Kimi Antonelli’s pole position had already turned the Chinese GP into a major moment in the early 2026 season. His race win made it something bigger. At just 19, the Mercedes driver controlled the Grand Prix in Shanghai to take his first Formula 1 victory, becoming the second-youngest winner in the history of the sport and leading home George Russell to complete a Mercedes one-two. Lewis Hamilton finished third to secure his first Grand Prix podium for Ferrari, while Charles Leclerc followed in fourth after another intense intra-team battle between the Scuderia drivers.

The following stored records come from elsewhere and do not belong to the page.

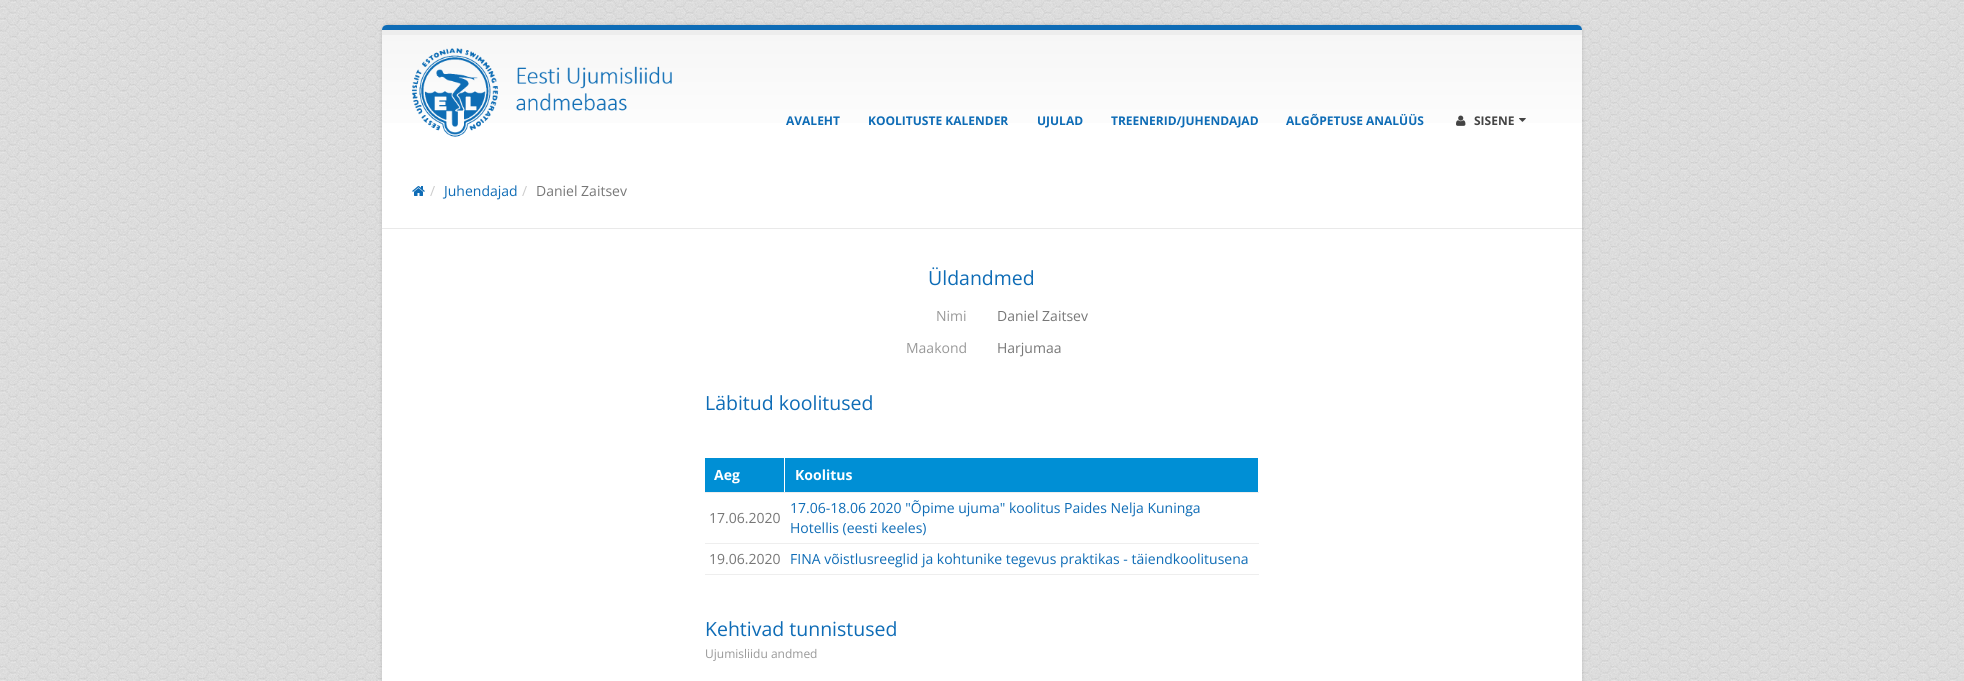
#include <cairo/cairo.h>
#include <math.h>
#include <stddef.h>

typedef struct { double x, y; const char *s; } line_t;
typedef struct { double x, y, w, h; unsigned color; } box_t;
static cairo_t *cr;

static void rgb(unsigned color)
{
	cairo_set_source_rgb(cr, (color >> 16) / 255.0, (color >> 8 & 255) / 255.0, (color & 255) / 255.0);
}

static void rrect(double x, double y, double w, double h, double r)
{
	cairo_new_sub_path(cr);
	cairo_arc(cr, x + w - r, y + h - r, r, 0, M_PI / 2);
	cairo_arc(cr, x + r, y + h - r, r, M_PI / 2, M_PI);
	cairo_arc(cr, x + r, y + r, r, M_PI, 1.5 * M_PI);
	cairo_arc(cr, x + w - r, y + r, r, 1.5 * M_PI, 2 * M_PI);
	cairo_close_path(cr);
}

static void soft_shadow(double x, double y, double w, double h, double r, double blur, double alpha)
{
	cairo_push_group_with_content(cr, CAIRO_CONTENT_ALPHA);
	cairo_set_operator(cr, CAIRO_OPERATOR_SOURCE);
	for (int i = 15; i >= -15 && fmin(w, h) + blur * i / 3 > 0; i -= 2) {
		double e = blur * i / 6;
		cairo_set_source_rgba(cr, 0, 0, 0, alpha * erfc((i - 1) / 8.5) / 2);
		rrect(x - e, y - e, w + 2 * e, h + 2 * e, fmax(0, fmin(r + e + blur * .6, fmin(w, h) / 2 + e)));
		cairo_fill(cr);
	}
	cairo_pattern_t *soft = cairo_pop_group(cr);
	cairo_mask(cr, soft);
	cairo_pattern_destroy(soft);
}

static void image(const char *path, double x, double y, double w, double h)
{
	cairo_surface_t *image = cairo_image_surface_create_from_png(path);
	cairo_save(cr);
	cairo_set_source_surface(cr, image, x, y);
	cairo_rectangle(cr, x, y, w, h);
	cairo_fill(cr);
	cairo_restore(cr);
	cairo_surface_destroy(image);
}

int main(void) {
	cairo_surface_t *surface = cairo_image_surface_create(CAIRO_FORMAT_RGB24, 1964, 681);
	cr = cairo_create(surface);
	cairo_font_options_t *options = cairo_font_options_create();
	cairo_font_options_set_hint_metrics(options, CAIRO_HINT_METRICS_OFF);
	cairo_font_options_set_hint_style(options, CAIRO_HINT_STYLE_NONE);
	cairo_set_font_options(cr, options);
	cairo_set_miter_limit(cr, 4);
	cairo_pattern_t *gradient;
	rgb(0xffffff);
	cairo_paint(cr);
	image("img/1.png", 0, 0, 1964, 681);
	rgb(0x000000);
	soft_shadow(382, 25, 1200, 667, 5, 2, 0.15);
	rgb(0xffffff);
	rrect(382, 25, 1200, 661, 5);
	cairo_fill(cr);
	rgb(0x0e6cb6);
	cairo_new_path(cr);
	cairo_move_to(cr, 387, 25);
	cairo_curve_to(cr, 384, 25, 382, 27, 382, 30);
	cairo_line_to(cr, 1582, 30);
	cairo_curve_to(cr, 1582, 27, 1580, 25, 1577, 25);
	cairo_close_path(cr);
	cairo_fill(cr);
	gradient = cairo_pattern_create_linear(982, 35, 982, 157);
	cairo_pattern_add_color_stop_rgba(gradient, 0, 0.965, 0.965, 0.965, 1);
	cairo_pattern_add_color_stop_rgba(gradient, 1, 1, 1, 1, 1);
	cairo_set_source(cr, gradient);
	cairo_pattern_destroy(gradient);
	cairo_rectangle(cr, 382, 35, 1200, 88);
	cairo_fill(cr);
	rgb(0xededed);
	cairo_rectangle(cr, 382, 30, 1200, 5);
	cairo_fill(cr);
	image("img/2.png", 412, 48, 260, 89);
	image("img/3.png", 1456, 115, 10, 11);
	image("img/4.png", 1519, 118, 7, 4);
	rgb(0xe9e9e9);
	cairo_rectangle(cr, 382, 228, 1200, 1);
	cairo_fill(cr);
	image("img/5.png", 412, 186, 13, 10);
	{
		static const box_t items[] = {
			{705, 458, 79, 34, 0x008fd5},
			{784, 492, 475, 1, 0xeeeeee},
			{784, 492, 1, 1, 0xffffff},
			{705, 492, 80, 1, 0xeeeeee},
			{785, 458, 473, 34, 0x008fd5},
			{705, 543, 554, 1, 0xeeeeee},
			{705, 574, 554, 1, 0xeeeeee},
		};
		for (size_t i = 0; i < sizeof items / sizeof *items; i++) {
			rgb(items[i].color);
			cairo_rectangle(cr, items[i].x, items[i].y, items[i].w, items[i].h);
			cairo_fill(cr);
		}
	}
	cairo_select_font_face(cr, "Open Sans", CAIRO_FONT_SLANT_NORMAL, CAIRO_FONT_WEIGHT_BOLD);
	cairo_set_font_size(cr, 12);
	rgb(0x0e6cb6);
	{
		static const line_t items[] = {
			{786, 125, "AVALEHT"},
			{868, 125, "KOOLITUSTE KALENDER"},
			{1037, 125, "UJULAD"},
			{1111, 125, "TREENERID/JUHENDAJAD"},
			{1286, 125, "ALGÕPETUSE ANALÜÜS"},
		};
		for (size_t i = 0; i < sizeof items / sizeof *items; i++) {
			cairo_move_to(cr, items[i].x, items[i].y);
			cairo_show_text(cr, items[i].s);
		}
	}
	rgb(0x444444);
	cairo_move_to(cr, 1474, 125);
	cairo_show_text(cr, "SISENE");
	cairo_select_font_face(cr, "Open Sans", CAIRO_FONT_SLANT_NORMAL, CAIRO_FONT_WEIGHT_NORMAL);
	cairo_set_font_size(cr, 14);
	rgb(0xcccccc);
	cairo_move_to(cr, 430, 196);
	cairo_show_text(cr, "/");
	rgb(0x0e6cb6);
	cairo_move_to(cr, 444, 196);
	cairo_show_text(cr, "Juhendajad");
	rgb(0xcccccc);
	cairo_move_to(cr, 522, 196);
	cairo_show_text(cr, "/");
	rgb(0x777777);
	cairo_move_to(cr, 536, 196);
	cairo_show_text(cr, "Daniel Zaitsev");
	cairo_set_font_size(cr, 19.5);
	rgb(0x0e6cb6);
	cairo_move_to(cr, 928, 285);
	cairo_show_text(cr, "Üldandmed");
	cairo_set_font_size(cr, 14);
	rgb(0x999999);
	cairo_move_to(cr, 936, 321);
	cairo_show_text(cr, "Nimi");
	rgb(0x777777);
	cairo_move_to(cr, 997, 321);
	cairo_show_text(cr, "Daniel Zaitsev");
	rgb(0x999999);
	cairo_move_to(cr, 906, 353);
	cairo_show_text(cr, "Maakond");
	rgb(0x777777);
	cairo_move_to(cr, 997, 353);
	cairo_show_text(cr, "Harjumaa");
	cairo_set_font_size(cr, 19.5);
	rgb(0x0e6cb6);
	cairo_move_to(cr, 705, 410);
	cairo_show_text(cr, "Läbitud koolitused");
	cairo_select_font_face(cr, "Open Sans", CAIRO_FONT_SLANT_NORMAL, CAIRO_FONT_WEIGHT_BOLD);
	cairo_set_font_size(cr, 14);
	rgb(0xffffff);
	cairo_move_to(cr, 714, 480);
	cairo_show_text(cr, "Aeg");
	cairo_move_to(cr, 795, 480);
	cairo_show_text(cr, "Koolitus");
	cairo_select_font_face(cr, "Open Sans", CAIRO_FONT_SLANT_NORMAL, CAIRO_FONT_WEIGHT_NORMAL);
	rgb(0x777777);
	cairo_move_to(cr, 709, 523);
	cairo_show_text(cr, "17.06.2020");
	rgb(0x0e6cb6);
	cairo_move_to(cr, 790, 513);
	cairo_show_text(cr, "17.06-18.06 2020 \"Õpime ujuma\" koolitus Paides Nelja Kuninga");
	cairo_move_to(cr, 790, 533);
	cairo_show_text(cr, "Hotellis (eesti keeles)");
	rgb(0x777777);
	cairo_move_to(cr, 709, 564);
	cairo_show_text(cr, "19.06.2020");
	rgb(0x0e6cb6);
	cairo_move_to(cr, 790, 564);
	cairo_show_text(cr, "FINA võistlusreeglid ja kohtunike tegevus praktikas - täiendkoolitusena");
	cairo_set_font_size(cr, 19.5);
	cairo_move_to(cr, 705, 636);
	cairo_show_text(cr, "Kehtivad tunnistused");
	cairo_set_font_size(cr, 12);
	rgb(0x999999);
	cairo_move_to(cr, 705, 658);
	cairo_show_text(cr, "Ujumisliidu andmed");
	cairo_surface_write_to_png(surface, "page.png");
	cairo_font_options_destroy(options);
	cairo_destroy(cr);
	cairo_surface_destroy(surface);
	return 0;
}
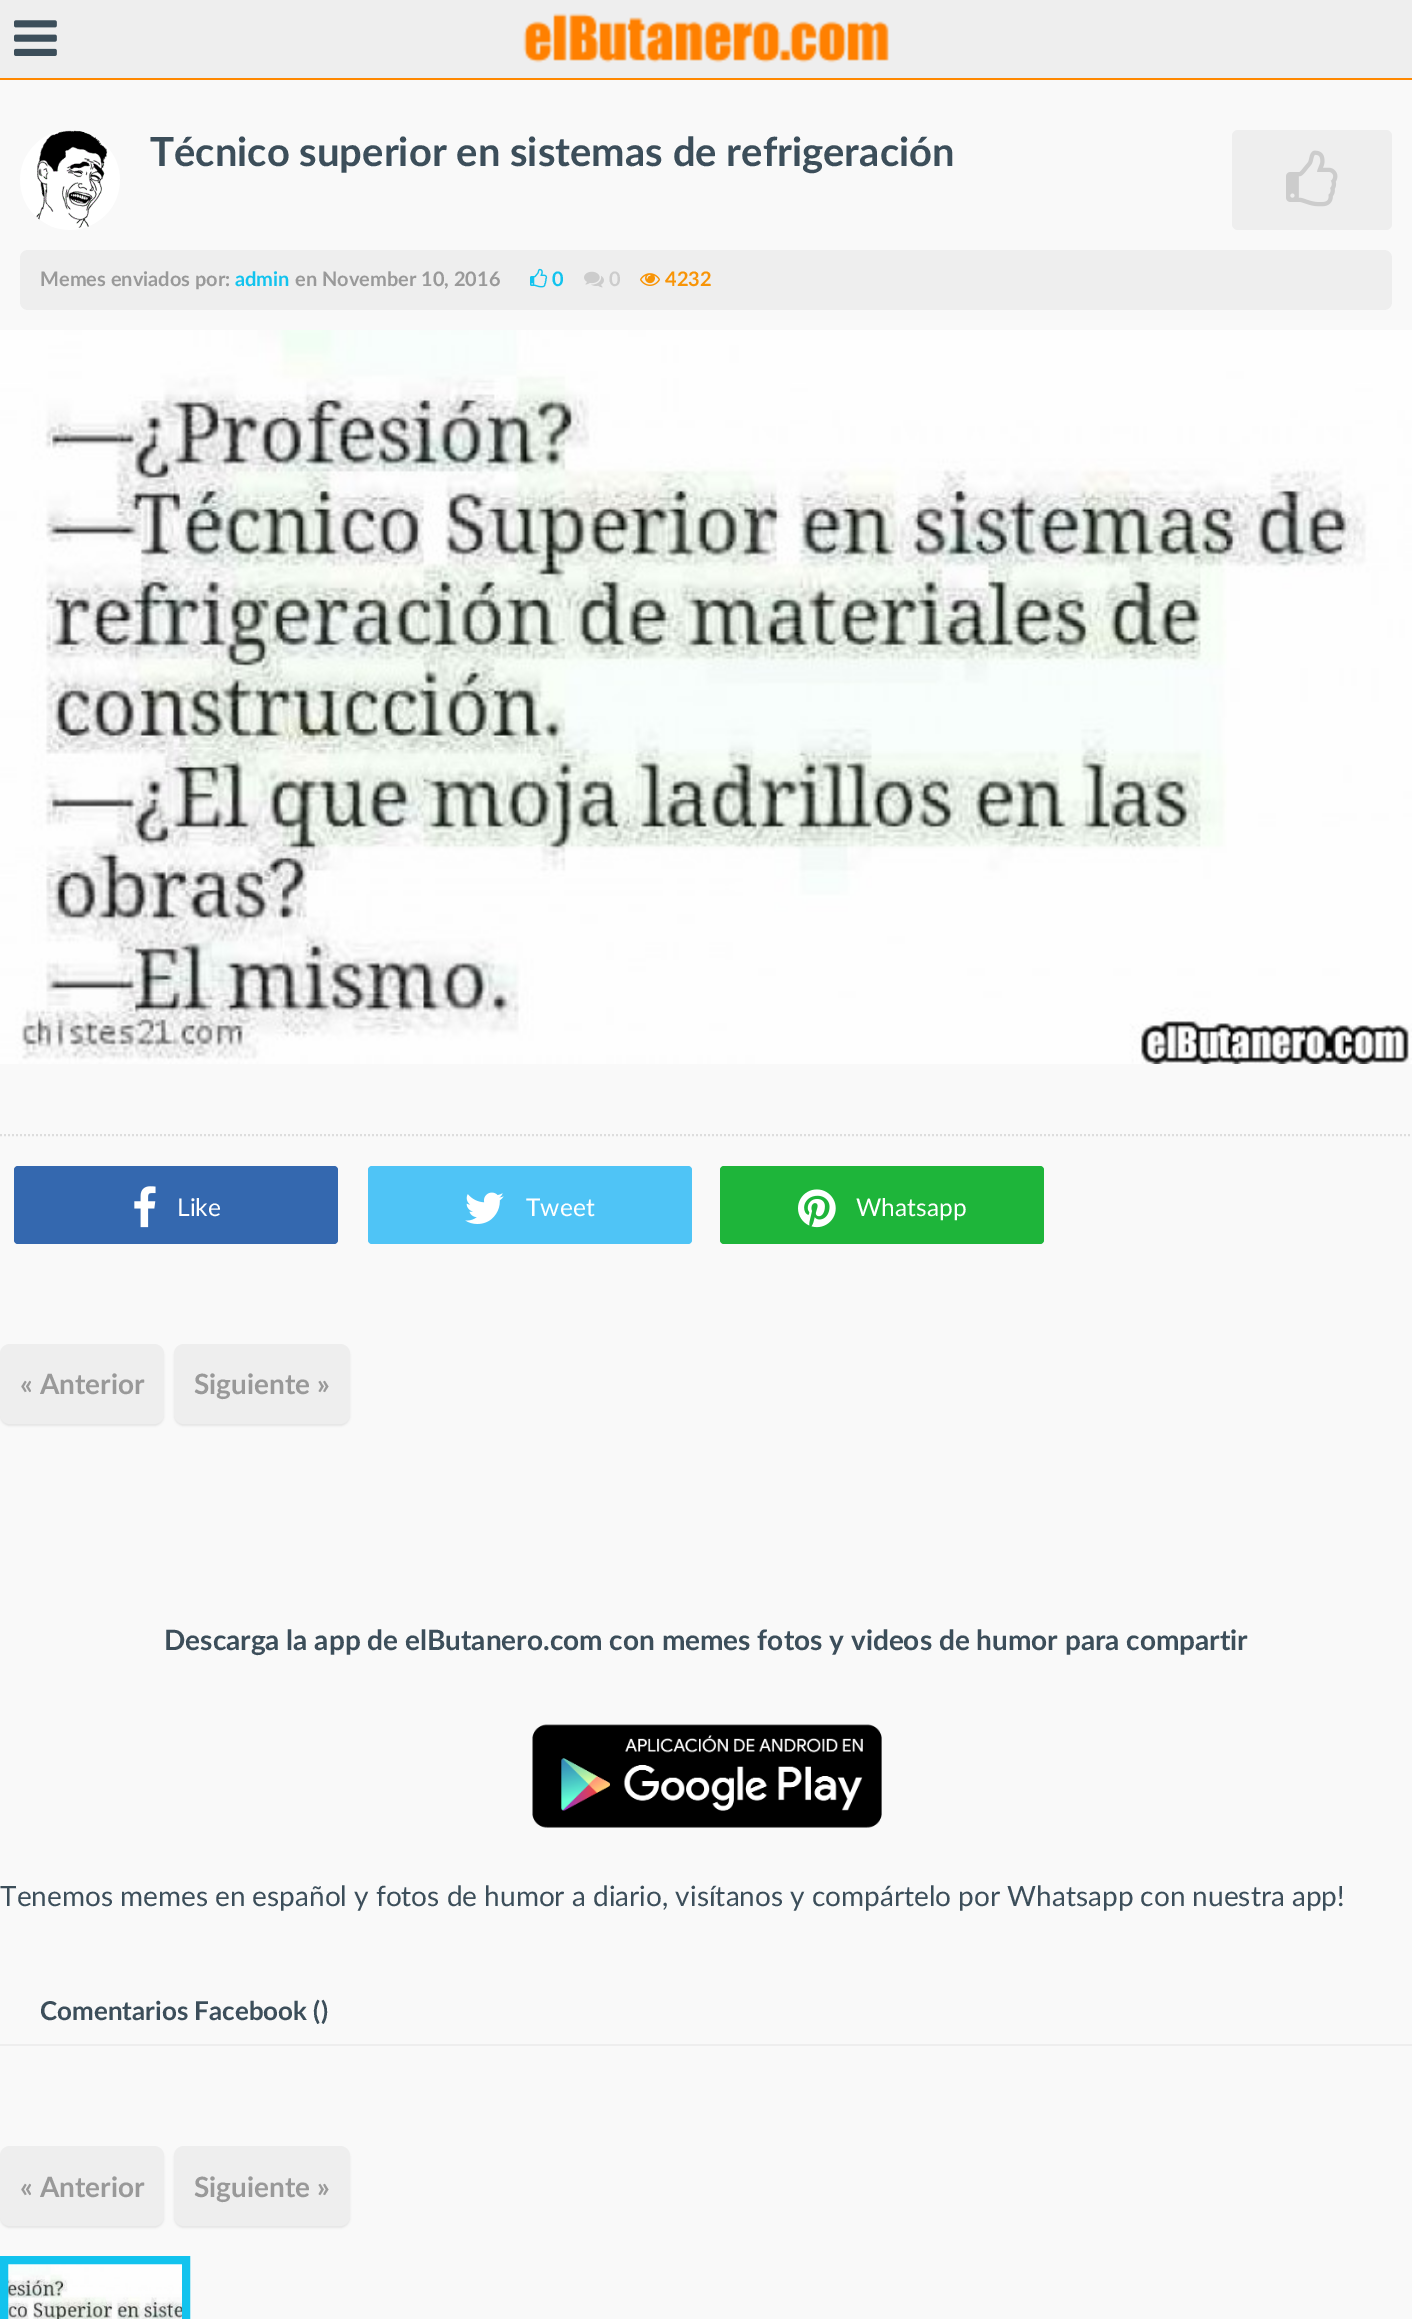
%!PS
<< /PageSize [1412 2319] /PageUsesTransparency true >> setpagedevice
/alpha { dup .setfillconstantalpha .setstrokeconstantalpha } def
/roundrect { 5 dict begin { /r /h /w /y /x } { exch def } forall
  x r add y moveto x w add y 2 copy h add r arct x w add y h add x 1 index r arct
  x y h add x y r arct x y 2 copy exch w add exch r arct closepath end } def
/shadow { 12 dict begin { /a /b /q /h /w /y /x } { exch def } forall gsave /was 0 def
  9 -2 -9 { dup b mul 4 div /e exch def 1 sub .425 mul 2.718 exch exp 1 add a .99 .min exch div /now exch def
    1 1 now sub 1 was sub div sub alpha /was now def
    w h .min e 2 mul add 0 gt { x e sub y e sub w e 2 mul add h e 2 mul add
      q e add b .6 mul add w h .min 2 div e add .min 0 .max roundrect fill } if } for grestore end } def
/picture { 5 dict begin { /h /w /y /x /name } { exch def } forall
  gsave x y translate w h scale
  w h 8 [w 0 0 h 0 0] name (r) file false 3 colorimage grestore end } def
0 .pushpdf14devicefilter
0 2319 translate 1 -1 scale
4 setmiterlimit
0.976 setgray
0 0 1412 2319 rectfill
0.933 setgray
0 0 1412 78 rectfill
1 0.533 0 setrgbcolor
0 78 1412 2 rectfill
(img1.rgb) 14 20 43 36 picture
(img2.rgb) 523 13 366 50 picture
(img3.rgb) 20 130 100 100 picture
/Lato-Bold [40 0 0 -40 0 0] selectfont
0.235 0.306 0.353 setrgbcolor
150 166 moveto (Técnico superior en sistemas de refrigeración) show
0.933 setgray
1232 130 160 100 6 roundrect fill
(img4.rgb) 1286 150 52 57 picture
20 250 1372 60 8 roundrect fill
/Lato-Bold [20 0 0 -20 0 0] selectfont
0.6 setgray
40 286 moveto (Memes enviados por:) show
0.071 0.765 0.933 setrgbcolor
235 286 moveto (admin) show
0.6 setgray
295 286 moveto (en November 10, 2016) show
(img5.rgb) 530 268 18 20 picture
0.071 0.765 0.933 setrgbcolor
552 286 moveto (0) show
(img6.rgb) 584 271 20 17 picture
0.8 setgray
609 286 moveto (0) show
(img7.rgb) 640 273 20 13 picture
0.973 0.58 0.024 setrgbcolor
665 286 moveto (4232) show
(img8.rgb) 0 330 1412 734 picture
0.867 setgray
2 setlinewidth
[2 2] 0 setdash
newpath 0 1135 moveto 1412 1135 lineto stroke
0.204 0.408 0.686 setrgbcolor
14 1166 324 78 4 roundrect fill
(img9.rgb) 134 1186 22 42 picture
/Lato-Regular [24.5 0 0 -24.5 0 0] selectfont
1 setgray
177 1216 moveto (Like) show
0.31 0.769 0.965 setrgbcolor
368 1166 324 78 4 roundrect fill
(img10.rgb) 465 1192 39 32 picture
1 setgray
526 1216 moveto (Tweet) show
0.118 0.71 0.227 setrgbcolor
720 1166 324 78 4 roundrect fill
(img11.rgb) 798 1189 38 39 picture
1 setgray
856 1216 moveto (Whatsapp) show
0 setgray
0 1346 164 80 10 1 0.07 shadow
0.933 setgray
0 1344 164 80 10 roundrect fill
/Lato-Bold [28 0 0 -28 0 0] selectfont
0.6 setgray
20 1394 moveto (« Anterior) show
0 setgray
174 1346 176 80 10 1 0.07 shadow
0.933 setgray
174 1344 176 80 10 roundrect fill
0.6 setgray
194 1394 moveto (Siguiente ») show
0.235 0.306 0.353 setrgbcolor
164 1650 moveto (Descarga la app de elButanero.com con memes fotos y videos de humor para compartir) show
(img12.rgb) 532 1724 350 104 picture
/Lato-Regular [28 0 0 -28 0 0] selectfont
0 1906 moveto (Tenemos memes en español y fotos de humor a diario, visítanos y compártelo por Whatsapp con nuestra app!) show
/Lato-Bold [26 0 0 -26 0 0] selectfont
40 2020 moveto (Comentarios Facebook \(\)) show
0.933 setgray
0 2044 1412 2 rectfill
0 setgray
0 2148 164 80 10 1 0.07 shadow
0.933 setgray
0 2146 164 80 10 roundrect fill
/Lato-Bold [28 0 0 -28 0 0] selectfont
0.6 setgray
20 2197 moveto (« Anterior) show
0 setgray
174 2148 176 80 10 1 0.07 shadow
0.933 setgray
174 2146 176 80 10 roundrect fill
0.6 setgray
194 2197 moveto (Siguiente ») show
(img13.rgb) 8 2264 174 55 picture
0.071 0.765 0.933 setrgbcolor
8 setlinewidth
[] 0 setdash
4 2260 182 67 rectstroke
.poppdf14devicefilter showpage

The result matters for more than the headline. It confirms that Mercedes have started the new regulation cycle with the strongest overall package, but it also changes the internal shape of the title fight almost immediately. Russell still leaves the Chinese GP leading the standings, yet Antonelli is now only four points behind after two rounds, which is exactly the sort of margin that turns a team advantage into an intra-team championship question. Reuters reported the four-point gap after Shanghai, and that feels significant not because the season is old, but because Mercedes no longer look like a team with one leader and one apprentice.


Mercedes had the pace, but Antonelli delivered the control
Shanghai was not a straightforward lights-to-flag drive dressed up as a breakthrough. Antonelli had to recover the lead after losing out to Hamilton at the start, absorb the pressure that followed, and then manage a race shaped by tyre wear, traffic and a Safety Car that arrived early enough to complicate strategy rather than simplify it.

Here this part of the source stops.